The show deals with prescient issues including euthanasia and loneliness and Weatherby said Truelove is aiming to do away with the “slightly patronising” representation of older people on screen.

L to R: Charlie Covell, Clarke Peters, Iain Weatherby

“Our characters have done amazing things, lived amazing lives and that gives them more edge,” he added. “It is so exciting to push life and death together like two opposing magnets to see what happens. There are some really interesting older characters appearing on screen at the moment.”

Inspiring older characters include Jean Smart’s Deborah Vance in HBO’s Hacks and Derek Jacobi and Anne Reid’s Alan and Celia in the BBC’s Last Tango in Halifax, according to Covell, who is non-binary and uses they/them pronouns.

Covell heaped praise on Last Tango. “I just thought: ‘Wow I’ve never seen something like this’,” they said. “The tone is different [to Truelove] but I loved the protagonists and the way the show folded around them.”

Having created The End of the F***ing World with mainly younger characters, Covell said they had enjoyed writing older characters as “less has happened to young people.”

“We should be thinking: ‘These are amazing people who’ve led amazing lives’,” added Covell. “And anyway I don’t necessarily divide between ‘young’ and ‘old’. When writing, you’re really just trying to find the core of that character.”

Truelove approaches serious topics with “gallows humor,” added Weatherby, which is present in the majority of Clerkenwell’s productions such as recent Channel 4 critical hit Somewhere Boy.

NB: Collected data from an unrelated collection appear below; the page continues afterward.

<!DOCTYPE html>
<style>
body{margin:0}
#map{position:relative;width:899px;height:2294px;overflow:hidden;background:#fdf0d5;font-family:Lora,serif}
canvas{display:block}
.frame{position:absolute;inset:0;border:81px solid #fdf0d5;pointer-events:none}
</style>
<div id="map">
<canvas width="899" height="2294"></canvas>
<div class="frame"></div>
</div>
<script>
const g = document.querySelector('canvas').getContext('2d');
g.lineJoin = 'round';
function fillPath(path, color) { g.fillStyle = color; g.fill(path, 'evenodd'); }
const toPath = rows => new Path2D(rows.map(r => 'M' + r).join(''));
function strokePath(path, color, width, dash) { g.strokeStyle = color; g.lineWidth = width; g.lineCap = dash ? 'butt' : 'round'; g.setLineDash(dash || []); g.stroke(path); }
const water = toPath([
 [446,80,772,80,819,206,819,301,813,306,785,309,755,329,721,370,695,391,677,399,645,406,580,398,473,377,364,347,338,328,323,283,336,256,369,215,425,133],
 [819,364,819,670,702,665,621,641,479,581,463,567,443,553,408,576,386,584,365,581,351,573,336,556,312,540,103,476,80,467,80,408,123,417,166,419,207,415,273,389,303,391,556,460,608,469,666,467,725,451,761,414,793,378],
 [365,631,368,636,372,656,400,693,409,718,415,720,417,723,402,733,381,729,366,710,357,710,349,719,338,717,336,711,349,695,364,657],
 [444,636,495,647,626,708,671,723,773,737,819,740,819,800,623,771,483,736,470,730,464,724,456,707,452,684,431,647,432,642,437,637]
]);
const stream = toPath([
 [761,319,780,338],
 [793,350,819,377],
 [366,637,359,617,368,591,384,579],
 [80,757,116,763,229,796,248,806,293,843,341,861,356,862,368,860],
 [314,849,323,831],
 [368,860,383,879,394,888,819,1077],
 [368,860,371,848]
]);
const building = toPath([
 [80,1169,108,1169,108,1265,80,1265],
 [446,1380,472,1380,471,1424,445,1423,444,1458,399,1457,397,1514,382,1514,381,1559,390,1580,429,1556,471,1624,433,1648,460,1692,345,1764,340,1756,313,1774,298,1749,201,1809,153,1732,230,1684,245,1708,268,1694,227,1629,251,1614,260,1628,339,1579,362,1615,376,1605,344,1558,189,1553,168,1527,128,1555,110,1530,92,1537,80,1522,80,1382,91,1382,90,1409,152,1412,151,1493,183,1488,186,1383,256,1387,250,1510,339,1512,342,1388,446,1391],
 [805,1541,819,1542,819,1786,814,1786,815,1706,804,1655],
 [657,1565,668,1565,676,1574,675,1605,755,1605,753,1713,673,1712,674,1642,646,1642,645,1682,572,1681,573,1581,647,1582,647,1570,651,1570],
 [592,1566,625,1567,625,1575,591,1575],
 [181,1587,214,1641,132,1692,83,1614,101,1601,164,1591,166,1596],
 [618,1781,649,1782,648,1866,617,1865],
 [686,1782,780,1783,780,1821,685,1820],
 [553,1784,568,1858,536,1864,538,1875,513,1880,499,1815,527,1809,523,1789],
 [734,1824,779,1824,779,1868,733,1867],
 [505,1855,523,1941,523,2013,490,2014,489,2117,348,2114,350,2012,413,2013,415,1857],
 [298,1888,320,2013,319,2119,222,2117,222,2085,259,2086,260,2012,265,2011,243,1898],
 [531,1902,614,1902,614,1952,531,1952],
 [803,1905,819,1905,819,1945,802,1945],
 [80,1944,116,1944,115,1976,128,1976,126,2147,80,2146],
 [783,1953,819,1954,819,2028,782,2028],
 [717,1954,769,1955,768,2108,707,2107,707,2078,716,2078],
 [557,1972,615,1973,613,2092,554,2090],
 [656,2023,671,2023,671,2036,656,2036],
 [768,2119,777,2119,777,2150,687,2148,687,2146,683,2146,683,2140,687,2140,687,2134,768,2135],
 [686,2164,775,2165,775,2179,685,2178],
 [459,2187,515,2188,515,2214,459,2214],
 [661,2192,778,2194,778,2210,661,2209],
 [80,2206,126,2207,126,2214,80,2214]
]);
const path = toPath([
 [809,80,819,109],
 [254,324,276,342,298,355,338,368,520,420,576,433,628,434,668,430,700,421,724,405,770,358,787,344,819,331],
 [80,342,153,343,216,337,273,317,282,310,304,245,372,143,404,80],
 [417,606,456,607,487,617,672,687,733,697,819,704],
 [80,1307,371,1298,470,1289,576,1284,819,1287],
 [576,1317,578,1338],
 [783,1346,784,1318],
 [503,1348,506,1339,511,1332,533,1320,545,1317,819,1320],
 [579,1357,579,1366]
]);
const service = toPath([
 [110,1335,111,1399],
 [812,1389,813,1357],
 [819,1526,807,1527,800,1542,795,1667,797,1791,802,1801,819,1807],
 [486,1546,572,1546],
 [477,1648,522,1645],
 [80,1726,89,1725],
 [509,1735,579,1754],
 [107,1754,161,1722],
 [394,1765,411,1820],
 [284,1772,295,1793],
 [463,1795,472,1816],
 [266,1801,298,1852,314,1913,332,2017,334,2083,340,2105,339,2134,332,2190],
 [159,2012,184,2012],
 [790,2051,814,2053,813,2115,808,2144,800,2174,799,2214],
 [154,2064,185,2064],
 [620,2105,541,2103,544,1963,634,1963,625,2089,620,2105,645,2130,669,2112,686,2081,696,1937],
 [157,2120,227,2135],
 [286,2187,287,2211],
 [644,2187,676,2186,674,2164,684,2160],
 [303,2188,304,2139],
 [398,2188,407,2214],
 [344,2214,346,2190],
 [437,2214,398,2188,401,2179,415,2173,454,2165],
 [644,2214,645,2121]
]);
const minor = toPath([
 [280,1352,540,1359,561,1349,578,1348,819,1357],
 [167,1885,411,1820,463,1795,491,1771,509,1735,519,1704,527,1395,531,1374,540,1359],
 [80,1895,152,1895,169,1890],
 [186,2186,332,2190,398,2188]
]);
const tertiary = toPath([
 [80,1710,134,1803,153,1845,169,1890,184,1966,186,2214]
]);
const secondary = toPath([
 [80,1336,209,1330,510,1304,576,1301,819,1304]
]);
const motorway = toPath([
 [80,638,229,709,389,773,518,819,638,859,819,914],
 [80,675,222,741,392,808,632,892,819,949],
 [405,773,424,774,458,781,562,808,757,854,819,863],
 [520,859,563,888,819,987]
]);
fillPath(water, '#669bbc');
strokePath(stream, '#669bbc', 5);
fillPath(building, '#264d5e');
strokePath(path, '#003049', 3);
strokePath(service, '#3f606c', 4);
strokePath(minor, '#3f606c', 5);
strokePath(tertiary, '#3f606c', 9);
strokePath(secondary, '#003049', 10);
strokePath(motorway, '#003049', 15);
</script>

Having also been dissected in recent Martin Compston-starring BBC adaptation Mayflies, euthanasia is becoming more of a societal talking point. Weatherby said the pair were careful to avoid making Truelove a “didactic piece.”

“Good drama asks questions but doesn’t answer them and we wanted this to leave a live issue in the minds of the audience,” he added. “We’re trying to make people respond to characters in the moment in that you feel both sides of the [euthanasia] debate but as sub-text.”

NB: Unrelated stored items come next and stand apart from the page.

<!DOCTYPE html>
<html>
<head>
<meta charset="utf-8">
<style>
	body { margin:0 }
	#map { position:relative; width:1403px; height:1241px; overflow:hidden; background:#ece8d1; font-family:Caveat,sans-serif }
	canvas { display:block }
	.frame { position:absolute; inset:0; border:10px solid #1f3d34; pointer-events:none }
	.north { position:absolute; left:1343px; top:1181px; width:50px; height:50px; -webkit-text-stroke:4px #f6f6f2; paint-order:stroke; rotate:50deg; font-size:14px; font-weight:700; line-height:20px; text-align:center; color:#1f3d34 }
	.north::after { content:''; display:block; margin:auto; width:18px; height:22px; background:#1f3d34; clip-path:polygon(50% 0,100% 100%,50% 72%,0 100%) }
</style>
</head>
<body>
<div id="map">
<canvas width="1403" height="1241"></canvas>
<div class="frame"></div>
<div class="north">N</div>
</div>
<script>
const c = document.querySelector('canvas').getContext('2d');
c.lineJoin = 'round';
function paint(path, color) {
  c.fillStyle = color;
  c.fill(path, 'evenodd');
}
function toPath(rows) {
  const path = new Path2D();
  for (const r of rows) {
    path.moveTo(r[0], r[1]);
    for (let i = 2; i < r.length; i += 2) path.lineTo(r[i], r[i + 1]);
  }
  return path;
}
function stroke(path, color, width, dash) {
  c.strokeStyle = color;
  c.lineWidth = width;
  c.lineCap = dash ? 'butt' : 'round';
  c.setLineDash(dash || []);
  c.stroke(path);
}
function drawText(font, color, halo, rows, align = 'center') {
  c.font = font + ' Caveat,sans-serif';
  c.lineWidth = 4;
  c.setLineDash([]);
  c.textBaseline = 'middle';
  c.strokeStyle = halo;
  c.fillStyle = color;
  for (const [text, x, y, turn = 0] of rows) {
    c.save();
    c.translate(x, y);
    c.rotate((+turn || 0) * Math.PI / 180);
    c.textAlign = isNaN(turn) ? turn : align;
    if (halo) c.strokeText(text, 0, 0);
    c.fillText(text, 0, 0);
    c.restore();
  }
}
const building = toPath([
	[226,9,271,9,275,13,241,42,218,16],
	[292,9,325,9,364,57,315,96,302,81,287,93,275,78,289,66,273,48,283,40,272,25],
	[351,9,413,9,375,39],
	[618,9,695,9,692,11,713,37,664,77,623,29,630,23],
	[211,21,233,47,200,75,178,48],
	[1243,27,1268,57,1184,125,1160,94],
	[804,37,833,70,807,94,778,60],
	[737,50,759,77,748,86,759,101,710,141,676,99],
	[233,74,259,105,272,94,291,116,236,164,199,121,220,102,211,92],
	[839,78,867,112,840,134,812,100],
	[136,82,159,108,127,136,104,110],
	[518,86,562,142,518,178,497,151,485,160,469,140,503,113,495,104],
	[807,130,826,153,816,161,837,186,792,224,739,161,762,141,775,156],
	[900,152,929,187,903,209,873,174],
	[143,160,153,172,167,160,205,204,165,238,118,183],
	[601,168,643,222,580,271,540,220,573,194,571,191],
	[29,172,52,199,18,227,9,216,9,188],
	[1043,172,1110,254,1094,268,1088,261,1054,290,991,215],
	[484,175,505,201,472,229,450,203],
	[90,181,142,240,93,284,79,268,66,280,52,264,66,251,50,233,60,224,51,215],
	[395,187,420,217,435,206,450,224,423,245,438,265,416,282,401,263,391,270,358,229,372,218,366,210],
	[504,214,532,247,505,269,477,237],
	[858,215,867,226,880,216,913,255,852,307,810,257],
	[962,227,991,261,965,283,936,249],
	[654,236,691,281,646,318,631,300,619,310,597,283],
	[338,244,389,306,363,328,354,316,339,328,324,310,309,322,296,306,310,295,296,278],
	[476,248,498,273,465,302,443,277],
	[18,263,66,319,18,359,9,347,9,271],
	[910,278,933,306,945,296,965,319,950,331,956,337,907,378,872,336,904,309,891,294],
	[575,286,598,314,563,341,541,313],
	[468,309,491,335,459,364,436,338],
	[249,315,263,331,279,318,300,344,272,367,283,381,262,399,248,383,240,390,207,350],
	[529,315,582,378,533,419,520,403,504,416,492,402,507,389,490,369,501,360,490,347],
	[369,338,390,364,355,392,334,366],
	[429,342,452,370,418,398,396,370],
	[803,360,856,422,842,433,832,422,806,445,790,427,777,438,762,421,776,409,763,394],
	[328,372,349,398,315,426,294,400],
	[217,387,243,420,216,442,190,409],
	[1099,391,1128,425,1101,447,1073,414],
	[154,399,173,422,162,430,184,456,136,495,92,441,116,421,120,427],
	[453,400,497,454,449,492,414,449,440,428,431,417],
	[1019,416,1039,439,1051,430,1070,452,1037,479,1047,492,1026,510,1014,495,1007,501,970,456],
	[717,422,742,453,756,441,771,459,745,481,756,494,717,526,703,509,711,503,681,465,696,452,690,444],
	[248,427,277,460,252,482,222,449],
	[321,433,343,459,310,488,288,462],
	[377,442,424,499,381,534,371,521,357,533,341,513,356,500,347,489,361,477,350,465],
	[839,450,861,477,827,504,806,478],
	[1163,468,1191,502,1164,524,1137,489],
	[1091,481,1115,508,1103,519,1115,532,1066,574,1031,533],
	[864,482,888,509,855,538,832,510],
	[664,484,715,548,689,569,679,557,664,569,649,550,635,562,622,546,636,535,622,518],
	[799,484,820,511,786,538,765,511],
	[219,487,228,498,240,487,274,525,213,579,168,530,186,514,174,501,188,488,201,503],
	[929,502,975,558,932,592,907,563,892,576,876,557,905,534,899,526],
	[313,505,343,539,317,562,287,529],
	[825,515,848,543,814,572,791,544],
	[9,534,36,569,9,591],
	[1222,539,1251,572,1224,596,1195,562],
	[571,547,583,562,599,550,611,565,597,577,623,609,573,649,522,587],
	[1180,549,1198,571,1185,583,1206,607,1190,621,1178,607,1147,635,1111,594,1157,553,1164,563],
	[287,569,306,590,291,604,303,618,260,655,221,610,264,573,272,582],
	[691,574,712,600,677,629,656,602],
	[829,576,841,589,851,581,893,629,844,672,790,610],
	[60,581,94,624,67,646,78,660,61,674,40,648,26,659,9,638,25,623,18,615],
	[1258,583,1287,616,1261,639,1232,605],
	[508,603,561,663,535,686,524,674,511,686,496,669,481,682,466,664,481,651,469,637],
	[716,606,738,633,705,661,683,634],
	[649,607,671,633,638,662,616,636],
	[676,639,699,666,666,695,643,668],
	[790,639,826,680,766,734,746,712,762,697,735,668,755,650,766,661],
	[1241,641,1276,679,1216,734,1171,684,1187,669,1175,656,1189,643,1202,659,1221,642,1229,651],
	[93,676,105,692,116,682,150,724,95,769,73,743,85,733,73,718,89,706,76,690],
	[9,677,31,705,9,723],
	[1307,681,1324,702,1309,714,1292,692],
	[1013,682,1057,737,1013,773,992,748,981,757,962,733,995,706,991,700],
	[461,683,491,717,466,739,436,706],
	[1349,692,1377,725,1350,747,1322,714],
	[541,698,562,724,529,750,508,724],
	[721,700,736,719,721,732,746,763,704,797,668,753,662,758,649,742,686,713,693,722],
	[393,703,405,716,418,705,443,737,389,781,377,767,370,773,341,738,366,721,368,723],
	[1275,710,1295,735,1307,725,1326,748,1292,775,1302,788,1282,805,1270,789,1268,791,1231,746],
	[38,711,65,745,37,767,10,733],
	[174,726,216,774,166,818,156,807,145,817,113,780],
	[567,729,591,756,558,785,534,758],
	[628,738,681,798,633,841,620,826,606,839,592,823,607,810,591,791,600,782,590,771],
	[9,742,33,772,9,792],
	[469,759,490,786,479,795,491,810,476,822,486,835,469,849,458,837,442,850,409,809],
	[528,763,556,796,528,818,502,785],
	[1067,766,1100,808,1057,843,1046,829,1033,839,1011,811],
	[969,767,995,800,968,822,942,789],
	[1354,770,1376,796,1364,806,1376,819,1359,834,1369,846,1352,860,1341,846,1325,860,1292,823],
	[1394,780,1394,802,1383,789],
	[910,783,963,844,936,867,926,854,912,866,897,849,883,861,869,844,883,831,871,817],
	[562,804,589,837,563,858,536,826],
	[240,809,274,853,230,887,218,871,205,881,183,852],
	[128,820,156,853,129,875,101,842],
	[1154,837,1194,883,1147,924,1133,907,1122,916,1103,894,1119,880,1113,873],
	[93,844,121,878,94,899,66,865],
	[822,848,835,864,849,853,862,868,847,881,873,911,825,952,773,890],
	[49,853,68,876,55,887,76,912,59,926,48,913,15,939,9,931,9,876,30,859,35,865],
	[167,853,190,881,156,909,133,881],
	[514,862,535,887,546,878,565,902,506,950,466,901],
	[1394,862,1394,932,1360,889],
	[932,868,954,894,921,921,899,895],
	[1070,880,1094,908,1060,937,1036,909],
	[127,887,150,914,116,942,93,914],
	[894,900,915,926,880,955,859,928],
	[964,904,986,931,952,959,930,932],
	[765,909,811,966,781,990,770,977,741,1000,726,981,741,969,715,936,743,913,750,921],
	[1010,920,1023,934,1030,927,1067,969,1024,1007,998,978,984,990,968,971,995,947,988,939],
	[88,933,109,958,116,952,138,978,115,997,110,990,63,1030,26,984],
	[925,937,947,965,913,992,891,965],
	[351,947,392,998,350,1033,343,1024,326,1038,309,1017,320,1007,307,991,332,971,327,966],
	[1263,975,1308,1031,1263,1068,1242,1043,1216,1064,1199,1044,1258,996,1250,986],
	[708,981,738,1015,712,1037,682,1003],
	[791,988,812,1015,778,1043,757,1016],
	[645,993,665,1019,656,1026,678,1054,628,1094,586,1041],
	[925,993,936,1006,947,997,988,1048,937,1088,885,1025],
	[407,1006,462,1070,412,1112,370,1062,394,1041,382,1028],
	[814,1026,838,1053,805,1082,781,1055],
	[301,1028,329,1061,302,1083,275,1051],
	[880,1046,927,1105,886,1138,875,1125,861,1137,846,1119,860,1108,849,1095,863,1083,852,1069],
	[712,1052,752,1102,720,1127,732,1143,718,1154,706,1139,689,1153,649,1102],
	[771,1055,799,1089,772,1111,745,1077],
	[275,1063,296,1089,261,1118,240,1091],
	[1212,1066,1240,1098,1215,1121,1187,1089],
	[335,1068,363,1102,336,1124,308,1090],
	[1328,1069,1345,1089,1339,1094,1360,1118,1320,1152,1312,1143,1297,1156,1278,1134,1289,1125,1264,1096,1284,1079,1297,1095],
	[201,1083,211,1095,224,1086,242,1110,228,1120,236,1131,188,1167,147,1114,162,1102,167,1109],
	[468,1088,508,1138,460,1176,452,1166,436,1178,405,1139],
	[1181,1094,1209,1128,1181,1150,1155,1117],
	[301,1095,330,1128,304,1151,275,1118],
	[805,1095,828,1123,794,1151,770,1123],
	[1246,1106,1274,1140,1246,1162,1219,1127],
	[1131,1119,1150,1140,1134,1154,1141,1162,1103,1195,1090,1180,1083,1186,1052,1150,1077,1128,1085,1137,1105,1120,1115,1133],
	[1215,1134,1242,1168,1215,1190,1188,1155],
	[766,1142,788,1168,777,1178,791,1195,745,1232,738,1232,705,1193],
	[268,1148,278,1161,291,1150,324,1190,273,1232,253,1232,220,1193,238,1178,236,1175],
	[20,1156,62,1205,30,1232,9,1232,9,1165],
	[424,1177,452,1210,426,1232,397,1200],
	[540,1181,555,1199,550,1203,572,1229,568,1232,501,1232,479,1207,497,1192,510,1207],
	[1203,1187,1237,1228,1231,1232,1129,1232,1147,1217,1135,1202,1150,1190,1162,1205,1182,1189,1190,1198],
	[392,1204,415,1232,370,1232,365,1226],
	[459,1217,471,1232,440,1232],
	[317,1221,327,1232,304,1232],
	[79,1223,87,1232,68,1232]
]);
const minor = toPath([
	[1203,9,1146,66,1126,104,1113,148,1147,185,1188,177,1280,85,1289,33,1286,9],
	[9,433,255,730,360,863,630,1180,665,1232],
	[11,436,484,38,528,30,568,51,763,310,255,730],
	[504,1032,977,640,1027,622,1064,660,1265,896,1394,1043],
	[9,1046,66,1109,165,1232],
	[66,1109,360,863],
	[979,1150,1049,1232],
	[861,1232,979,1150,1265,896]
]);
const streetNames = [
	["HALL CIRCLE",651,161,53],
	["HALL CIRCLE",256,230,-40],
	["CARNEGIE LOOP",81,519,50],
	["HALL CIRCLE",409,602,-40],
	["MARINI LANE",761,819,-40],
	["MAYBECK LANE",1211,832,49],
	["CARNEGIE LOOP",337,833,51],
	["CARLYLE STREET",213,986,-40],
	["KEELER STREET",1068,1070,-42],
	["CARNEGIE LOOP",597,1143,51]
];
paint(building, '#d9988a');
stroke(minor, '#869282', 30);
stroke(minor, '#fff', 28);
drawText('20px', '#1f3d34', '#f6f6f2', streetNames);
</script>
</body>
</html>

Covell said they are “never absolutely definite about something” but “for me personally if I was horrendously ill and felt life was impossible, I would appreciate the space to explore an alternative to a really horrendous end.”

Clerkenwell Films, Covell and Weatherby are hopeful the universality of the subject matter and Peters’ international standing will attract buyers from around the world and BBC Studios is launching sales at this week’s London Showcase.

Peters spent some time living in the West of England where Truelove is filmed and Covell and Weatherby – who came up with Truelove more than a decade ago – wrote the character Ken with him in mind.

“His incredible charisma in The Wire is something I think about daily and he’s the coolest dude in the world,” added Weatherby.

Next up for Covell is Kaos, Netflix’s big budget Greek mythology reimagining starring Jeff Goldblum and David Thewlis, which is currently in the edit and should air next year. Weatherby is working on a Channel 4 drama and a feature film.